Shoppers across the country are trying to get their holiday shopping done, and many of them want to support local businesses while doing it. But before you fling open your doors, you need to make sure your store is ready for an onslaught of shoppers, in person and online.
Right before you open for business, try to take a few deep breaths. But even before that, you can take some steps to prepare yourself for a smooth day of sales.
Here's our Small Business Saturday checklist:
Spread the word. Make sure you advertise your sale and identify yourself as a participant in Small Business Saturday. People will come for the bargains, and also because it feels good to support locally owned companies.
Make sure your background music is legal. If you play music in your store, even if it's from a radio, you may need a license for it. Take care of that, or you could end up fighting a costly lawsuit.
Stagger your deals. Timing all your deals to take place at once or in a short period of time is a recipe for a stampede. Instead, stagger your deals so that people will want to patronize your store all day long.
Stock up. There's no quicker way to annoy your customers than by only having 10 copies of a popular item. If you're offering a great sale on something exciting, make sure you have enough on hand.
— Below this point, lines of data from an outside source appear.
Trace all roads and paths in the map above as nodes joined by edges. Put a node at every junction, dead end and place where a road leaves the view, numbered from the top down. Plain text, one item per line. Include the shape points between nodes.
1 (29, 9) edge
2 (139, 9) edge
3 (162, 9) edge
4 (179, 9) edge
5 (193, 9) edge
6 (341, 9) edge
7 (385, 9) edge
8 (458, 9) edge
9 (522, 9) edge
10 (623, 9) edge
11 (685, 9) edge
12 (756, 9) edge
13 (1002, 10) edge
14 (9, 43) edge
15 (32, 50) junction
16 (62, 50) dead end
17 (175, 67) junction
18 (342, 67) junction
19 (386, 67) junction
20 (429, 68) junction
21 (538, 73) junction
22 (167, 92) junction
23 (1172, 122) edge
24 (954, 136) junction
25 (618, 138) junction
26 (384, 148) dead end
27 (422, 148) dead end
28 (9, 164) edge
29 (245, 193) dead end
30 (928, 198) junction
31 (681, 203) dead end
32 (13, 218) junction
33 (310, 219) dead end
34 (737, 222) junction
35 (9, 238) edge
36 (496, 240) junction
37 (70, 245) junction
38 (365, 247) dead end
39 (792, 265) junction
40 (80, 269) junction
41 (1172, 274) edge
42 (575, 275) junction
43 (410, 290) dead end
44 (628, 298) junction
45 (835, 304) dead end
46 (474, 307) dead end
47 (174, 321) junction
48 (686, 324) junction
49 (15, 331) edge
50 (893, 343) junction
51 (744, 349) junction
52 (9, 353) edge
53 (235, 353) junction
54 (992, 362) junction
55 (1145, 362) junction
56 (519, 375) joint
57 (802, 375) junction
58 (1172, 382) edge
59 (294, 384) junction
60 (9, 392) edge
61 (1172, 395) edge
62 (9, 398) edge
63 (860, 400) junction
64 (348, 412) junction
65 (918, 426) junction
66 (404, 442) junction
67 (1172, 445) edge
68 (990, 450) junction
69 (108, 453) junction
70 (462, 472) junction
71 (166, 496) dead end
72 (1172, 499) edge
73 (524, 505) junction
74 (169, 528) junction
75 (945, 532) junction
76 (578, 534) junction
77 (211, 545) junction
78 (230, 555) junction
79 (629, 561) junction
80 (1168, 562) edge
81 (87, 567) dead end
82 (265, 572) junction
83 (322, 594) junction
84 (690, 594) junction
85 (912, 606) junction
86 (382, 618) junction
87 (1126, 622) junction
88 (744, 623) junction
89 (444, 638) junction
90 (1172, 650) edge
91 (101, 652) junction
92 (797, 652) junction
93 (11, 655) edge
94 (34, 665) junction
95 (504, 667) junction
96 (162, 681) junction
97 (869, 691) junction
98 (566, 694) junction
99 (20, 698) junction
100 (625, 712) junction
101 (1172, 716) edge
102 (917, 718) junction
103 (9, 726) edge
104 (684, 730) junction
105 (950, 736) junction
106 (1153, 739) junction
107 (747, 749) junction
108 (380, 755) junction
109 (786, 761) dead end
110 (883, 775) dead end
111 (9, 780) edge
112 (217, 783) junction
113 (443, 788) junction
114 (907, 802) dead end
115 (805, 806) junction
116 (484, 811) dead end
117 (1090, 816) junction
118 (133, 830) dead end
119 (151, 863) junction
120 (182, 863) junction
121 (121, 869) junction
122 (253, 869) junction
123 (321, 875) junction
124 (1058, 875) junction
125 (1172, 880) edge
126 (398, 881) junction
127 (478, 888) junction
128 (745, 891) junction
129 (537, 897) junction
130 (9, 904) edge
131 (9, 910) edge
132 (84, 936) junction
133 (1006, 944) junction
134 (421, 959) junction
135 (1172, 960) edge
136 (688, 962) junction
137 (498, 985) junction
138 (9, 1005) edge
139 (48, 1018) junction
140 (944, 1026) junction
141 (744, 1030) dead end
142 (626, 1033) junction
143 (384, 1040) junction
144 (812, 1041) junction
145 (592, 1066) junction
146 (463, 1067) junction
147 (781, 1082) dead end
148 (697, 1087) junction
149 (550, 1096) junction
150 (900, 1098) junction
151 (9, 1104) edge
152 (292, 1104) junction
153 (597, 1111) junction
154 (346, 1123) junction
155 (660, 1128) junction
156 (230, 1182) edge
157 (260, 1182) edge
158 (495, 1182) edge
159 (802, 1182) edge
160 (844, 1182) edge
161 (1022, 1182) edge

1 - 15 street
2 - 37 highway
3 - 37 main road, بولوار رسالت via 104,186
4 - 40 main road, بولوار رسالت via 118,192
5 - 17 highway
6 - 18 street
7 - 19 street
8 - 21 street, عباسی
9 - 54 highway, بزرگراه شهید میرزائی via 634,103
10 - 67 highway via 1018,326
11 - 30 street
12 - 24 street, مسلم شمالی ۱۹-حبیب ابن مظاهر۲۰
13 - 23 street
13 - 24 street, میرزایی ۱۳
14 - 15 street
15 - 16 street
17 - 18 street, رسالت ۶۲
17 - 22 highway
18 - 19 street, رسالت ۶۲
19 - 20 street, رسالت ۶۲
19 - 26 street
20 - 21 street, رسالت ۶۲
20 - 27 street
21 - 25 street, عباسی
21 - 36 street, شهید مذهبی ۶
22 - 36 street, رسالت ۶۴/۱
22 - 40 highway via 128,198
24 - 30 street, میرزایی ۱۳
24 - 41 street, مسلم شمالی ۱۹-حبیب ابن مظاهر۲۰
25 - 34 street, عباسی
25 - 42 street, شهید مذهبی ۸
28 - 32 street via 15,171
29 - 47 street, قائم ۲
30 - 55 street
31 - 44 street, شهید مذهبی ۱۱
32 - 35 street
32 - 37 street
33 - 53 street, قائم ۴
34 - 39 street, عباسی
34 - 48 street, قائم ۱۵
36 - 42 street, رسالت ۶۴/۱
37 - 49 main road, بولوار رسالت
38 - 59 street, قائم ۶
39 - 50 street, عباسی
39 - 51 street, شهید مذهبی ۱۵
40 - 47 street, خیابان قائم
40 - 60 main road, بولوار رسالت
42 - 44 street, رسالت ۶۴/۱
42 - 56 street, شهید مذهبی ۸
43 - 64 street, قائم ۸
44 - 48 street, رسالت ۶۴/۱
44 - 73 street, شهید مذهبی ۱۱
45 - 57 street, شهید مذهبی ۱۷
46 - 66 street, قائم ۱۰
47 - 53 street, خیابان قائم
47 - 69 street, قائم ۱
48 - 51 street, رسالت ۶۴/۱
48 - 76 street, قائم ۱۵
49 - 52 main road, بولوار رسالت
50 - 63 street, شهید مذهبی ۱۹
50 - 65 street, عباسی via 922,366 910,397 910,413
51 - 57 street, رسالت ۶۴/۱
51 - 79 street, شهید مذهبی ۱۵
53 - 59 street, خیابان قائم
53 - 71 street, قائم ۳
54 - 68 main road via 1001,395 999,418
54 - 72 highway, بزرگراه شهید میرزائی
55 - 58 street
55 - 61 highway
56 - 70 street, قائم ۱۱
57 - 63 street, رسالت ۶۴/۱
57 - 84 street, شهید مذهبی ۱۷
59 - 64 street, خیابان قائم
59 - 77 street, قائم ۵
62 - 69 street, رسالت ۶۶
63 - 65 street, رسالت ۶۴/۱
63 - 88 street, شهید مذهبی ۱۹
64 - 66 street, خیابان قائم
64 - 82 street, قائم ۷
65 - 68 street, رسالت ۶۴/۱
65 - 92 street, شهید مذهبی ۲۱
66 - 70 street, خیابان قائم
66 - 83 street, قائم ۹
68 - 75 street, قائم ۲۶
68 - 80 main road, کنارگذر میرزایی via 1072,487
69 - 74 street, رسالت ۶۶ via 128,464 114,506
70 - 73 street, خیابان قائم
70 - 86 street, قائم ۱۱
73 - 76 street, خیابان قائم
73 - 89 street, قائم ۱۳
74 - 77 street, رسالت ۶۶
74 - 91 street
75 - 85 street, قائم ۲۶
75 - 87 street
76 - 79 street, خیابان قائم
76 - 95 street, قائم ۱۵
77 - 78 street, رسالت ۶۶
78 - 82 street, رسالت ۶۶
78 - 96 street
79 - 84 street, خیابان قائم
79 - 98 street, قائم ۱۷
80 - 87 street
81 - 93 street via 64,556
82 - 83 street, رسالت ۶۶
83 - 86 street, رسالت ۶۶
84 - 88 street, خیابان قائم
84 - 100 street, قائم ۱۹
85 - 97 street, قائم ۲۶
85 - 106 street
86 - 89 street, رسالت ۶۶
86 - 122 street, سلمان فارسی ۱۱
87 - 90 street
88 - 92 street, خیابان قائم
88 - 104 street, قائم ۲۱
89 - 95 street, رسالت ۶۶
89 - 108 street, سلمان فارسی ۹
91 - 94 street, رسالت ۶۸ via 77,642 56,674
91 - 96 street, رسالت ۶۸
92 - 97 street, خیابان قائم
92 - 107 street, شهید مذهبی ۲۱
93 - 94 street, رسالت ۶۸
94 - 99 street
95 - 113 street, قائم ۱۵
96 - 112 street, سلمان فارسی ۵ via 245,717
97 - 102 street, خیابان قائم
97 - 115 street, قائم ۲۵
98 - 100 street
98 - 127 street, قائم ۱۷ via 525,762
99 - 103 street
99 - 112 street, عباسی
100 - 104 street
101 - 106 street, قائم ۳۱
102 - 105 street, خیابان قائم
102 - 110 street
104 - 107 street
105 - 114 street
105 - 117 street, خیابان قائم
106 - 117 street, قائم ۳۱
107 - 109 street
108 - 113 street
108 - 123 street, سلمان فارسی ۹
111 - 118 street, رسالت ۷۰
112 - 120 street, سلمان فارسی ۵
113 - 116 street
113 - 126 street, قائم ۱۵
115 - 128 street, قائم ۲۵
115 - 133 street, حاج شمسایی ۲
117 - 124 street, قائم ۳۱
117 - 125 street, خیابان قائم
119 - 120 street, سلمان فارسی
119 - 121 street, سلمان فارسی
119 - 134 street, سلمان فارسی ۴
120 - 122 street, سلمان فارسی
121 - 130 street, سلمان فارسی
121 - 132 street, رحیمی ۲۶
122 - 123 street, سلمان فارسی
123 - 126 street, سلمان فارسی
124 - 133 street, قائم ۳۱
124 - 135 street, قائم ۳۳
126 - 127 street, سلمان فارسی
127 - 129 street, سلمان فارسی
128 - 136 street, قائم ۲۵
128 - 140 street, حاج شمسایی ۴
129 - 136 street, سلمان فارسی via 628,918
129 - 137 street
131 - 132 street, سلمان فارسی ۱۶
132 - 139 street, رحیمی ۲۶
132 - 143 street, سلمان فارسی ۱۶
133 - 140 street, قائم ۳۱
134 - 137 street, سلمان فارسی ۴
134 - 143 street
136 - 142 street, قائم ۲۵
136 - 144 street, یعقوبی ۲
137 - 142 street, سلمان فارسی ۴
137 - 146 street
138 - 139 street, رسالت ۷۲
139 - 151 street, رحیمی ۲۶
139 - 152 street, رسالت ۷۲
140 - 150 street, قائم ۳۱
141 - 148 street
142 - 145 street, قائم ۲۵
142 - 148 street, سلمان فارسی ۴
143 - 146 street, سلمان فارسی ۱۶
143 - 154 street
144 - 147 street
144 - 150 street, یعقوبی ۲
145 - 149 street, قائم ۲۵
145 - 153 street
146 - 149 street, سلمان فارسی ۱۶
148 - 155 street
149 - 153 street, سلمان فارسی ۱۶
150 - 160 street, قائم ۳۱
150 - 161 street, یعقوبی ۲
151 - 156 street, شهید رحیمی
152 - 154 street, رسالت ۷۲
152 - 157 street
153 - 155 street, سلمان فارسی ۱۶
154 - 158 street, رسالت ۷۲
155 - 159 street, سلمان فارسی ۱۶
Hire security. It's not fair to ask your employees to handle the crowds and keep an eye on the merchandise as they're going about their other duties. If you're worried about theft, hire trained security officers for the day.
Keep the aisles clear. Make sure any holiday decorations and displays aren't precariously placed or blocking walkways. Assume people are clumsy and will bump into things when you set up your store.
Prepare your employees. It's a big day and they'll have a lot to do, so take some time to talk about what you expect and thank your employees for their help. A pep talk wouldn't hurt either.
Clean it up. It may seem like there's not enough time to clean up spills, but if a customer slips and falls and you get sued, there go the profits you made on those extra sales.
Update your e-commerce website. If you're selling things online, make sure your website is safe, secure, and up-to-date when it comes to legal disclosures. Also check your site's security so that your customers' personal information isn't at risk.
Review seasonal worker agreements. If you've hired seasonal workers to help out over the holidays, take a minute to go over their work contracts or have an employment attorney take a look. Knowing your legal responsibilities will go a long way toward making Small Business Saturday, and the rest of the holiday shopping season, a big success.